To test the market, Saban negotiated a retailer-specific deal for a Casper Halloween cake (from licensee Lightbody) sold exclusively through grocery chain Asda last year. The cake was the number-two bakery line in sales during the two-week period that it was in-store, ‘and on the back of that, we’ve had more rounds of discussions with licensees about using Halloween as a launchpad for Casper,’ says Downes.
Downes was in talks with retailers for a Halloween 2002 exclusive on Casper at press time, with plush, paper goods, confectionery and costume categories also on the table. ‘We’ve had good dialogue with a company that’s developed a very specific Halloween catalog.

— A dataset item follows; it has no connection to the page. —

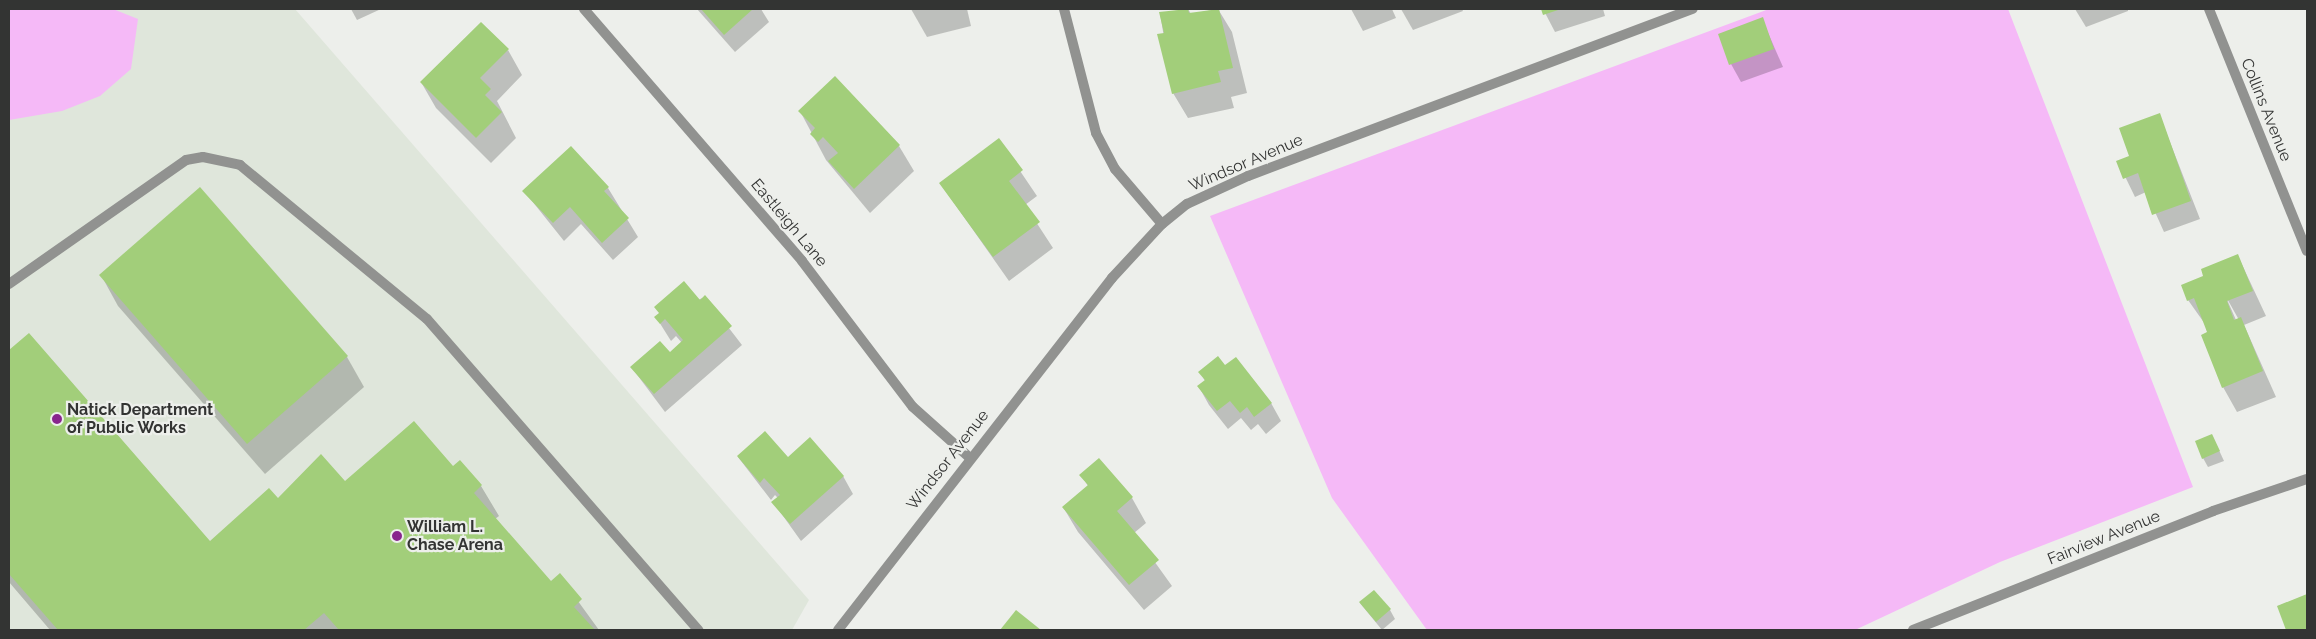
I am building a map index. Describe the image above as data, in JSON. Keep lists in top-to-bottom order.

At the moment, it’s doing generics, but I think it sees that there is mileage in having a branded character in there as well,’ says Downes.
Other licensors currently considering taking their characters door-to-door on the Halloween merch scene include TV-Loonland and BKN. ‘Ultimate Book of Spells has a good deal of applicability to Halloween product,’ says BKN managing director Anthony Temple. ‘But that will probably be something for future growth and forward development–there isn’t really a big enough market for us to develop specific programs for Halloween.’ Currently in discussions with costume companies on UBOS, Temple may consider launching Halloween-themed product as early as 2003.
While Loonland Merchandising UK has two properties in its arsenal that naturally extend to Halloween applications–Pongwiffy and Little Ghosts–’the issue from our standpoint is that Halloween isn’t a big enough event to make it worthwhile to develop licensed product for just one day,’ says head of licensing and merchandising John Knox. The Loonland solution? Encourage licensees to create regular licensed product that could double as Halloween product: ‘Costumes mainly, and the jokey elements of consumer products that kids like–all things horrible, slimy and disgusting.’
Yet how many licenses will the market bear? Do industry insiders foresee a day when Halloween will become the giant ad for licensed characters that it is in the U.S.? Dekkertoys’ Jones predicts that it may take another five to 10 years for the holiday to reach that level of commercialization overseas.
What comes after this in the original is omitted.